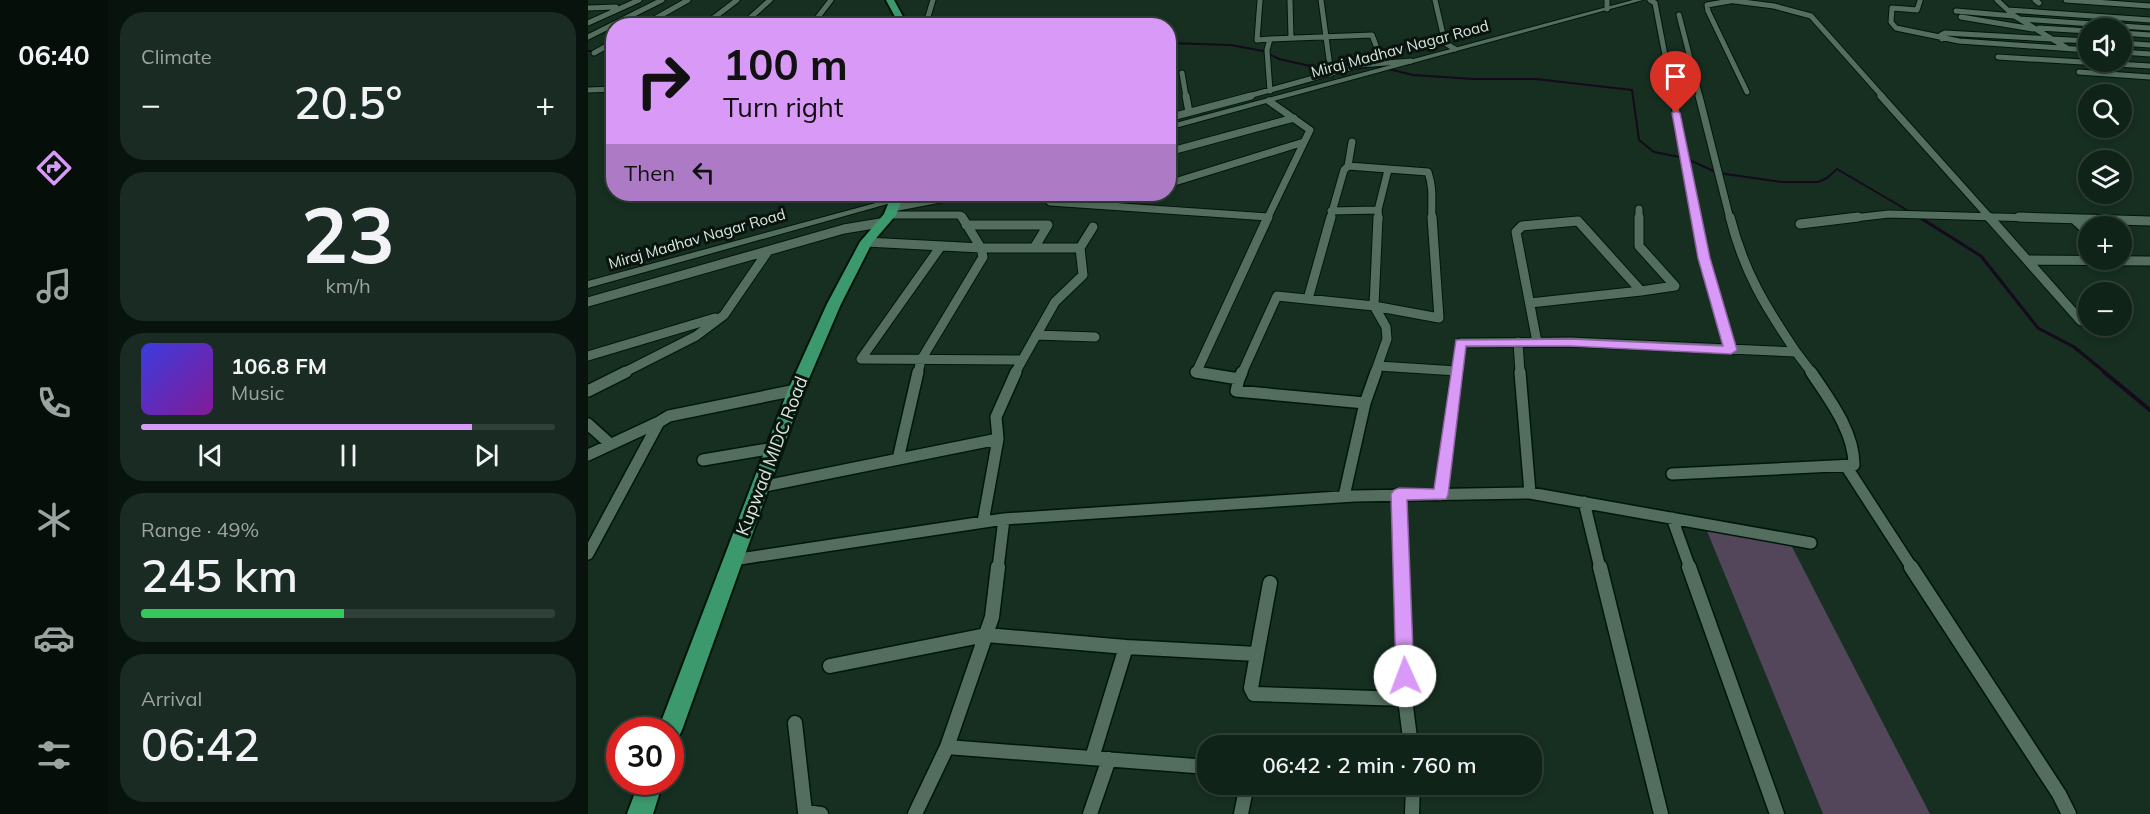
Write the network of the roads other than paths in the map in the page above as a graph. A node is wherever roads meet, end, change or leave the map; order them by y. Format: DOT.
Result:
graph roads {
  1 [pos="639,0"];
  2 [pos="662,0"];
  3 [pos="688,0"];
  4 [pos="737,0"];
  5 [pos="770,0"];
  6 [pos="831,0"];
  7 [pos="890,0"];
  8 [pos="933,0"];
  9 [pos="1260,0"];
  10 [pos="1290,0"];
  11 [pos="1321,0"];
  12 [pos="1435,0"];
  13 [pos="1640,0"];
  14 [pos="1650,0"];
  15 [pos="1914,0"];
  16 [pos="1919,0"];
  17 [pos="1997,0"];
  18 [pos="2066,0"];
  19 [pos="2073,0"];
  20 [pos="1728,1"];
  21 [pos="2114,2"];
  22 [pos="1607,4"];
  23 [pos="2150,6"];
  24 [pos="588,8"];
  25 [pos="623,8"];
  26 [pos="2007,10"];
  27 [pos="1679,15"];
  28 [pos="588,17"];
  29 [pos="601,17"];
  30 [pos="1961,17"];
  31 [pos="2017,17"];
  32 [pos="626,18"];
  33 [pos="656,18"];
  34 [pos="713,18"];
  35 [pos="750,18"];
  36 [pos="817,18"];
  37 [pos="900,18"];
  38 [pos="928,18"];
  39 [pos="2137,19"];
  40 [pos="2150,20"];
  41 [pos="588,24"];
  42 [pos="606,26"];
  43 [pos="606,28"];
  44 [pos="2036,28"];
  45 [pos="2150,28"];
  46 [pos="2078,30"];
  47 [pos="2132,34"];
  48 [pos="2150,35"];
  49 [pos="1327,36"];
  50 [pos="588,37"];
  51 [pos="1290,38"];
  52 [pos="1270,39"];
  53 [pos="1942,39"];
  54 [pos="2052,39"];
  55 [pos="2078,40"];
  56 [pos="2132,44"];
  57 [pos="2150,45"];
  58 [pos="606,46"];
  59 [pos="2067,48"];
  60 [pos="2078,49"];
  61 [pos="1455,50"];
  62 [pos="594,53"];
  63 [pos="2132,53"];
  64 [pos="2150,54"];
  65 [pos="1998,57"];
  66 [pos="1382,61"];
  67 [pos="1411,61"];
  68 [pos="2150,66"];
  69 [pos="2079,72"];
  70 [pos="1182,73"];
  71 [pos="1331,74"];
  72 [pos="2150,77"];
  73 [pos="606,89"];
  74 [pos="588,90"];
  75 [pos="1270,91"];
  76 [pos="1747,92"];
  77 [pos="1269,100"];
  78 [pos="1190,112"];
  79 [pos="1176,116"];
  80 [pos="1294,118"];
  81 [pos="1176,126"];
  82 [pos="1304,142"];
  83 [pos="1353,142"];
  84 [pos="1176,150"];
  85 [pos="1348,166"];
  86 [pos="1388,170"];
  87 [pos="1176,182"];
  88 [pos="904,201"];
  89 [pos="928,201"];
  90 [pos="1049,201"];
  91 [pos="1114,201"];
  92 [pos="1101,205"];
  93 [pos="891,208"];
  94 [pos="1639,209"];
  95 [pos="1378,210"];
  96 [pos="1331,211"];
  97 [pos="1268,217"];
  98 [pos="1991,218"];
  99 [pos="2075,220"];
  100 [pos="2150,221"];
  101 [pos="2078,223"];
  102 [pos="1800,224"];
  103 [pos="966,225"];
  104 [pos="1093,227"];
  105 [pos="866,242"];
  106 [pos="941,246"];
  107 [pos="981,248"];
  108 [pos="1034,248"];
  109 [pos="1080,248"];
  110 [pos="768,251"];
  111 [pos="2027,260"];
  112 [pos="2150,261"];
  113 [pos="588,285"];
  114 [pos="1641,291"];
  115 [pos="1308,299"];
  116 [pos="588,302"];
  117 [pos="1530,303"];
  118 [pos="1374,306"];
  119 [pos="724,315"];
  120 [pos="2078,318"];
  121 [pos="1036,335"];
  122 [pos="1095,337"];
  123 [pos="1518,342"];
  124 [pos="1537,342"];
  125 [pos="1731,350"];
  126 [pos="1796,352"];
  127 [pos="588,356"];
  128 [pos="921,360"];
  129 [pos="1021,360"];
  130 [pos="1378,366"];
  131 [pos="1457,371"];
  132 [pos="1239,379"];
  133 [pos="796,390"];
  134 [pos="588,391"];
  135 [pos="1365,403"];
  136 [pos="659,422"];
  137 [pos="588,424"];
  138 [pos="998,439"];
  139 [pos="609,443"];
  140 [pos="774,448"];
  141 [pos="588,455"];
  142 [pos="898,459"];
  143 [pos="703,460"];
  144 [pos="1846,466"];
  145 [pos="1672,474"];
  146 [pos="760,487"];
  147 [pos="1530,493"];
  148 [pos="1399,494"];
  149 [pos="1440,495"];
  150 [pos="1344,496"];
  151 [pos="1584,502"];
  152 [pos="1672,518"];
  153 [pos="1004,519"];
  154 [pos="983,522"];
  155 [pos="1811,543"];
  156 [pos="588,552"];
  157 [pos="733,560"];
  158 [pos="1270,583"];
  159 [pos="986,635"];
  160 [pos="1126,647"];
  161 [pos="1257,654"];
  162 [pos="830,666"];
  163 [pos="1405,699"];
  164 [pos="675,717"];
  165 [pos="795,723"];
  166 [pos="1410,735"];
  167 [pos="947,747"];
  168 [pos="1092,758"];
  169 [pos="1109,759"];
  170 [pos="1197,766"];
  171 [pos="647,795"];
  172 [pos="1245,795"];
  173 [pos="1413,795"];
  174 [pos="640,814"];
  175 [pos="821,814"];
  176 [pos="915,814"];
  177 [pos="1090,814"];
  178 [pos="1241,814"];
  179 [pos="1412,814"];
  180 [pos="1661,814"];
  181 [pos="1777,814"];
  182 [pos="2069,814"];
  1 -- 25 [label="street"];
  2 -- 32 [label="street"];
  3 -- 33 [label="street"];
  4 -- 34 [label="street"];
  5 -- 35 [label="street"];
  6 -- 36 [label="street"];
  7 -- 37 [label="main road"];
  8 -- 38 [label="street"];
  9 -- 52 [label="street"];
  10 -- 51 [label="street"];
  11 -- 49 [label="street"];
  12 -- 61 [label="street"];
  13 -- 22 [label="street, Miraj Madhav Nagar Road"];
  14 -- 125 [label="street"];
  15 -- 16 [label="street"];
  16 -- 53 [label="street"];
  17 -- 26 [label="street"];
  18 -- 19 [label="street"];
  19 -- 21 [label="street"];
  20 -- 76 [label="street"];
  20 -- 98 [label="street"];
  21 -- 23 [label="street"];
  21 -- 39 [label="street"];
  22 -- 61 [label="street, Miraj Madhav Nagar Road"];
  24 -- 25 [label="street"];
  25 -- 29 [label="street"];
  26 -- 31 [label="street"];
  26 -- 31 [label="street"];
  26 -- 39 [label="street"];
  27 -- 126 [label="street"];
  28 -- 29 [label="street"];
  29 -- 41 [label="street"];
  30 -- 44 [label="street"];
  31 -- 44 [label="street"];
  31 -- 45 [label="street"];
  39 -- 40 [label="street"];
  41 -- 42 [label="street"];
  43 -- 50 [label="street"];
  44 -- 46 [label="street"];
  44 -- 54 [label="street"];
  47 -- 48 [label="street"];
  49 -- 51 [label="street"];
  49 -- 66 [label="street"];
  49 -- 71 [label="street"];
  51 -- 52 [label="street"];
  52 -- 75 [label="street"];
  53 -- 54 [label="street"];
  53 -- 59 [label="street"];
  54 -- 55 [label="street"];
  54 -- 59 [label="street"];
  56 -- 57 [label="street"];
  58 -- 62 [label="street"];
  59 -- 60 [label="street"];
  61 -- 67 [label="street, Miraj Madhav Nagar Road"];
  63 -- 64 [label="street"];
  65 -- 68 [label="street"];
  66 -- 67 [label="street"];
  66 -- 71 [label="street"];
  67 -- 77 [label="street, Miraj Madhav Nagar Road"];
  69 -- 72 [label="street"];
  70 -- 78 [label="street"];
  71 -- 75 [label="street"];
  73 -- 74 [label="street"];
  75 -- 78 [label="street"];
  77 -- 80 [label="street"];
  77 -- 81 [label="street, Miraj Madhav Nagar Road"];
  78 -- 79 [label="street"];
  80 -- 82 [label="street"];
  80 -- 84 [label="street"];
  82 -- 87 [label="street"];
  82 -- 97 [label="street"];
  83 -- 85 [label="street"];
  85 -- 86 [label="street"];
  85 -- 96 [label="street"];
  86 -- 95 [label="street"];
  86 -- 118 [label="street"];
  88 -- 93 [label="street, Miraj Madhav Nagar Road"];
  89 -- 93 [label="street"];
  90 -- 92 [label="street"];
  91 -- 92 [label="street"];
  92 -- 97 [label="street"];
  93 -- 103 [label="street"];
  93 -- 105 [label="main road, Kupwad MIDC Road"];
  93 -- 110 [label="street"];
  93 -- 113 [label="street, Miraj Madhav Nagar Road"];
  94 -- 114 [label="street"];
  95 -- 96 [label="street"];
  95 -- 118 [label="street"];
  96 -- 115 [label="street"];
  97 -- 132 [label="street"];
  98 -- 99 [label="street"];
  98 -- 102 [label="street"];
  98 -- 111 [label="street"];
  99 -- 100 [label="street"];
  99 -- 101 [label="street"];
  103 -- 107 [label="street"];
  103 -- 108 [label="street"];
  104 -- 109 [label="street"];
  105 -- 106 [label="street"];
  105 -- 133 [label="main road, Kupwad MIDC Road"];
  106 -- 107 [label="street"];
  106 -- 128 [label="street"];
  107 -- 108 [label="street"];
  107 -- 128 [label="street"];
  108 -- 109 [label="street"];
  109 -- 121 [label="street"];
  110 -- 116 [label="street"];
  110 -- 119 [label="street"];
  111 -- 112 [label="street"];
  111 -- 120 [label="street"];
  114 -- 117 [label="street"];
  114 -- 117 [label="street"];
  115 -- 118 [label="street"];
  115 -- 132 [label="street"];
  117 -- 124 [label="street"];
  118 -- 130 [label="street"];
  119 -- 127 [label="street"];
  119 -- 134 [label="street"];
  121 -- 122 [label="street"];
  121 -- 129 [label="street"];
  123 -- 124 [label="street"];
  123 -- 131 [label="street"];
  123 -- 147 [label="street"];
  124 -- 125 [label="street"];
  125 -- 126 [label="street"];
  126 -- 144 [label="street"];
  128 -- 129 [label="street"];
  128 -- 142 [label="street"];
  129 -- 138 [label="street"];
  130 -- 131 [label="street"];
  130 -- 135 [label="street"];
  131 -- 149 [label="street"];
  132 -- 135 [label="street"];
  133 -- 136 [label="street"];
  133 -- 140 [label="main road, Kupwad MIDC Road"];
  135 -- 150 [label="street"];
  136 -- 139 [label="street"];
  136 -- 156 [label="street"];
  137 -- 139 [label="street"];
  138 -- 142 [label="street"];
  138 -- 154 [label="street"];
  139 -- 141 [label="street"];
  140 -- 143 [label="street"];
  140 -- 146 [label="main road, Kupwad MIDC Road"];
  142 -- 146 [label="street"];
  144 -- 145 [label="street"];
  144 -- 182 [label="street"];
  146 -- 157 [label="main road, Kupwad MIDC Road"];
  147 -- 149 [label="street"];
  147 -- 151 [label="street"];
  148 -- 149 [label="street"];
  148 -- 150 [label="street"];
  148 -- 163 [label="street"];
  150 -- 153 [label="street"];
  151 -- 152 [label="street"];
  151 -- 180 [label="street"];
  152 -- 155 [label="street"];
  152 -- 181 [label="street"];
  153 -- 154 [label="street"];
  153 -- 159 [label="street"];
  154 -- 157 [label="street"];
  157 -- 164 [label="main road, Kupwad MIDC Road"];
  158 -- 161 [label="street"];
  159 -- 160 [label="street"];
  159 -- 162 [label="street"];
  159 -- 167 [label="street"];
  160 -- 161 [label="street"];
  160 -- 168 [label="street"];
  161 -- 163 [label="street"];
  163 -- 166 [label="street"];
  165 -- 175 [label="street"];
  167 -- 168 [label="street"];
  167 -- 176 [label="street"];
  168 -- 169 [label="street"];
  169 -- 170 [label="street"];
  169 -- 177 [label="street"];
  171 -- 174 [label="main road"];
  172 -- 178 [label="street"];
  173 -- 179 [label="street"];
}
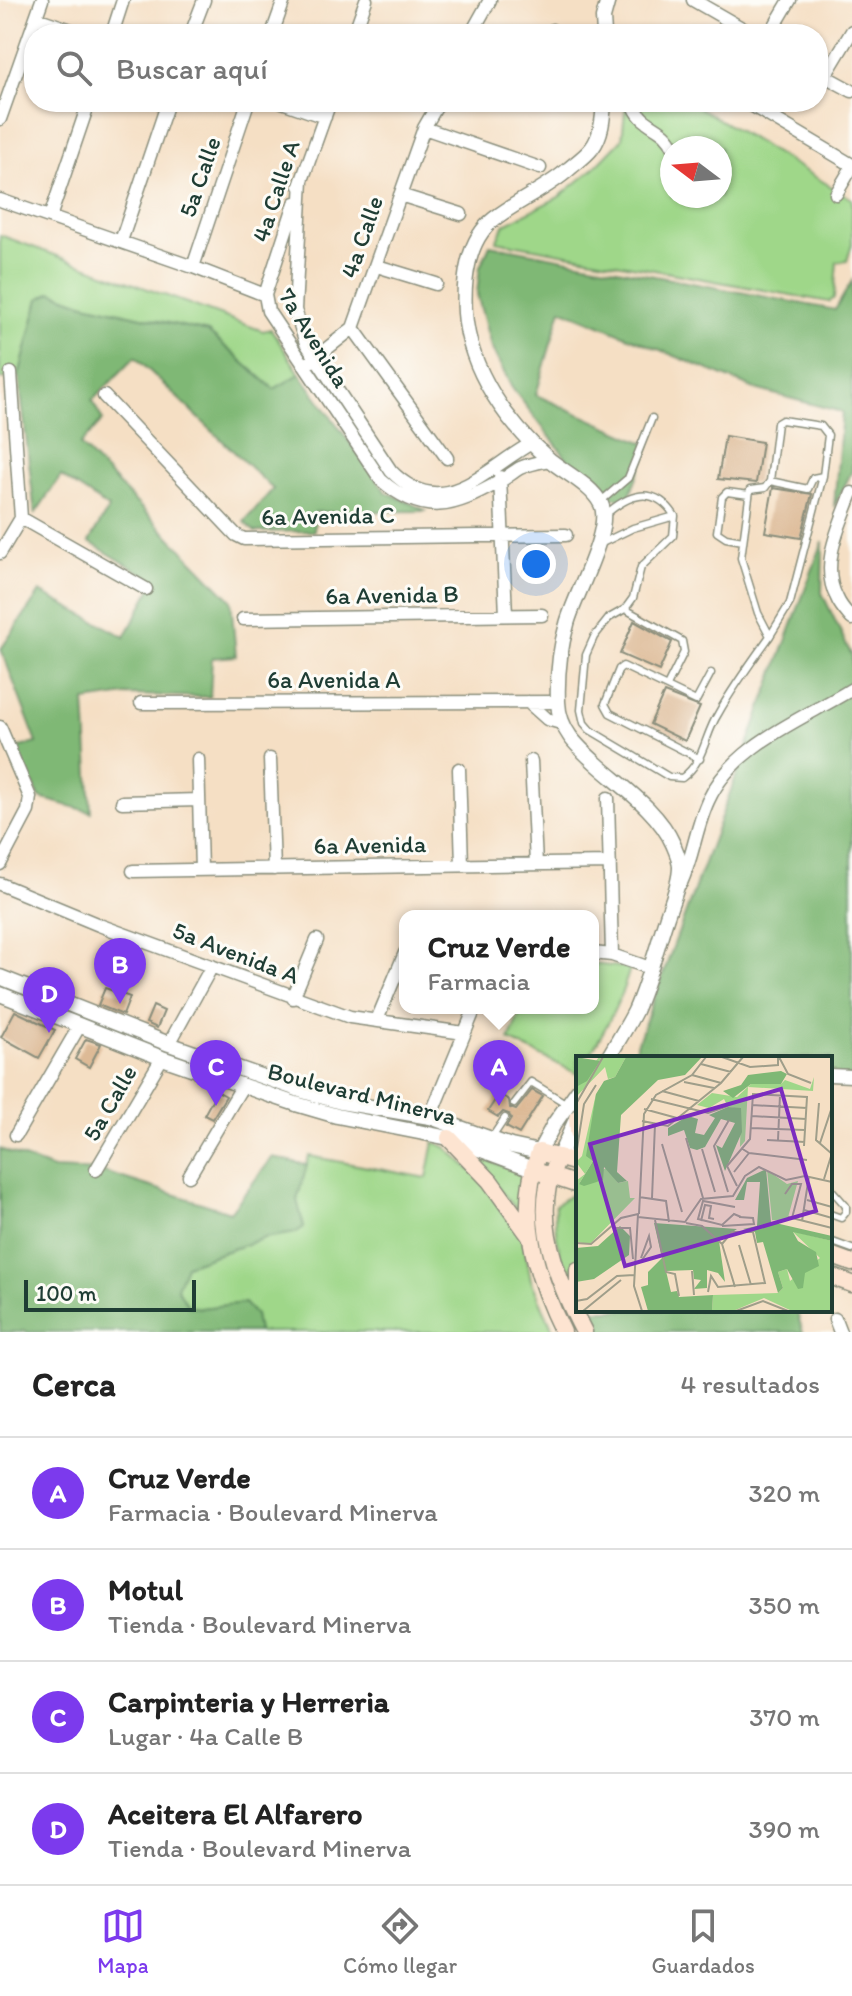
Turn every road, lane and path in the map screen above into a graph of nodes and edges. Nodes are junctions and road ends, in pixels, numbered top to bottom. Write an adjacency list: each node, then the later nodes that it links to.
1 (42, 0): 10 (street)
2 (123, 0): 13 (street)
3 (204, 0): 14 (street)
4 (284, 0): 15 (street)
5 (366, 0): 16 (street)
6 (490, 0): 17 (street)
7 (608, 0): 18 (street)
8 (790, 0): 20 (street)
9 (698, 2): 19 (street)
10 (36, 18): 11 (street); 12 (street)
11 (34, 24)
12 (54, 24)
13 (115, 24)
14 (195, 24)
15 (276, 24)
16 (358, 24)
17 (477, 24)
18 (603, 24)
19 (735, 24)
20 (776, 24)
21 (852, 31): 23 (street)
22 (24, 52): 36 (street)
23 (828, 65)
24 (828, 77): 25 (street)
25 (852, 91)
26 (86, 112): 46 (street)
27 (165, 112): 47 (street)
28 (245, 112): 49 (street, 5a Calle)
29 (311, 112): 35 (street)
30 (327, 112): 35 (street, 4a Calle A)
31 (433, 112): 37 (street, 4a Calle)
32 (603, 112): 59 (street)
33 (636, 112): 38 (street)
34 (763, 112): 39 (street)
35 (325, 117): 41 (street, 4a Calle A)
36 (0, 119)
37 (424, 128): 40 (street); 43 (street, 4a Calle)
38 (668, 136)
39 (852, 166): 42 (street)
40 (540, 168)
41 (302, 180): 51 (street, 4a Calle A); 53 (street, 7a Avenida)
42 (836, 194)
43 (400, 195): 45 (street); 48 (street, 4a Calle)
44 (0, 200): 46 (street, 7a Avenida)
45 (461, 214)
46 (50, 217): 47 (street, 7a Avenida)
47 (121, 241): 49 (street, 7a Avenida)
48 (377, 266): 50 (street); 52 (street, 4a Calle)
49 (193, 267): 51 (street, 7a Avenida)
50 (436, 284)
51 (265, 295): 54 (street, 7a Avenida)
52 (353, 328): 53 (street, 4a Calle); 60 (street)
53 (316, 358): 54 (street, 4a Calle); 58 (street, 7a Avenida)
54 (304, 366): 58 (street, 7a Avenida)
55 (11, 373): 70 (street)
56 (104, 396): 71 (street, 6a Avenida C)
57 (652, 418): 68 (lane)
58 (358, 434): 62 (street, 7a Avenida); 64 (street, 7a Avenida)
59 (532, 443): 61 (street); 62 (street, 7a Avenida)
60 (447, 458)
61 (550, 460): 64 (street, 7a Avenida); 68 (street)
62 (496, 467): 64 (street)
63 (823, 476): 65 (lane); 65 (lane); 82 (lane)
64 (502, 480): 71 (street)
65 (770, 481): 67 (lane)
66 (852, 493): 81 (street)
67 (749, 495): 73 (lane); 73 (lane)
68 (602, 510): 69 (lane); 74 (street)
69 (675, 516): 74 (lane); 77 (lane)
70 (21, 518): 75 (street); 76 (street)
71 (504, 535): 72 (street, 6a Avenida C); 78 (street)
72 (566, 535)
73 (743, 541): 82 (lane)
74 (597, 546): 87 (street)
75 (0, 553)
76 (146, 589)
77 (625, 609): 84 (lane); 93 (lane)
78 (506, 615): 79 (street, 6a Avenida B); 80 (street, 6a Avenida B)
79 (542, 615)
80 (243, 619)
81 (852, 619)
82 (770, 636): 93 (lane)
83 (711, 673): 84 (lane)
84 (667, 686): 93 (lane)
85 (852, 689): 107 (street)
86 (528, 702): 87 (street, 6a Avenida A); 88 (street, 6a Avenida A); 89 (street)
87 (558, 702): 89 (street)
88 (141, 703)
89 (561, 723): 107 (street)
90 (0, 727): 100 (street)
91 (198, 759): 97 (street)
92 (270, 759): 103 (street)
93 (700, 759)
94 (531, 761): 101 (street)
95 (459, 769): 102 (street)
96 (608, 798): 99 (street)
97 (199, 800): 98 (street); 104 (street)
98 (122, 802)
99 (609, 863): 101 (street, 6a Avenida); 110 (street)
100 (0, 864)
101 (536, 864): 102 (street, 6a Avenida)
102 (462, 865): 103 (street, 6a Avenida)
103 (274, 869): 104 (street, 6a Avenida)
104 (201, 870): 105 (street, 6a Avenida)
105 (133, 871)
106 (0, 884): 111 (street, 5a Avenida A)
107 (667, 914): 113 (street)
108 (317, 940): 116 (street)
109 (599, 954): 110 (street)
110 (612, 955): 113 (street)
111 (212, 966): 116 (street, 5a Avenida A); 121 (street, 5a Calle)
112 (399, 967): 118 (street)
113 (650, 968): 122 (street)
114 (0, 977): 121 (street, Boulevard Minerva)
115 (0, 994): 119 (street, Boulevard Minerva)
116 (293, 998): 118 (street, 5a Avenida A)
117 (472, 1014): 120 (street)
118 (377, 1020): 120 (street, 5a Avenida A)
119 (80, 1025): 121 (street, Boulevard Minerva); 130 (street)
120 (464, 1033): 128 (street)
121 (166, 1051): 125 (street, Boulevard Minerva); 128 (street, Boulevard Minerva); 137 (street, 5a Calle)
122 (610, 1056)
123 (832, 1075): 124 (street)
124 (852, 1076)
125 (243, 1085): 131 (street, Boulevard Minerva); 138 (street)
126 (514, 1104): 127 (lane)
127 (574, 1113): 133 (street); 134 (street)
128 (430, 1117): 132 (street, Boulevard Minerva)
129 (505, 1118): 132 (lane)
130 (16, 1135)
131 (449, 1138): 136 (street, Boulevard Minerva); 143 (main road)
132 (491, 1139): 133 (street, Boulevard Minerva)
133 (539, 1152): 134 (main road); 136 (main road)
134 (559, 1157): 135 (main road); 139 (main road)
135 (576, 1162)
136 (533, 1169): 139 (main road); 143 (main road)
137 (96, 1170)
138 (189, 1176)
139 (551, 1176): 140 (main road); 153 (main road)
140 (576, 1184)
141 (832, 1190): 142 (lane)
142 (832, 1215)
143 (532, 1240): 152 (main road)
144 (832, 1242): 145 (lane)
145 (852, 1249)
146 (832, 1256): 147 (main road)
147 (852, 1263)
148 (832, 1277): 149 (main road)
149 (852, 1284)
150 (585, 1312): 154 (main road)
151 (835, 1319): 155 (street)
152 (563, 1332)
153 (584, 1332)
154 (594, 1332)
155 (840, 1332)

* Task to complete
Across the data, pull every line containing the string "roads".

* Solved problem
Write the network of the roads other than paths in the map in the page above as a graph. A node is wherever roads meet, end, change or leave the map; order them by y. Format: DOT.
graph roads {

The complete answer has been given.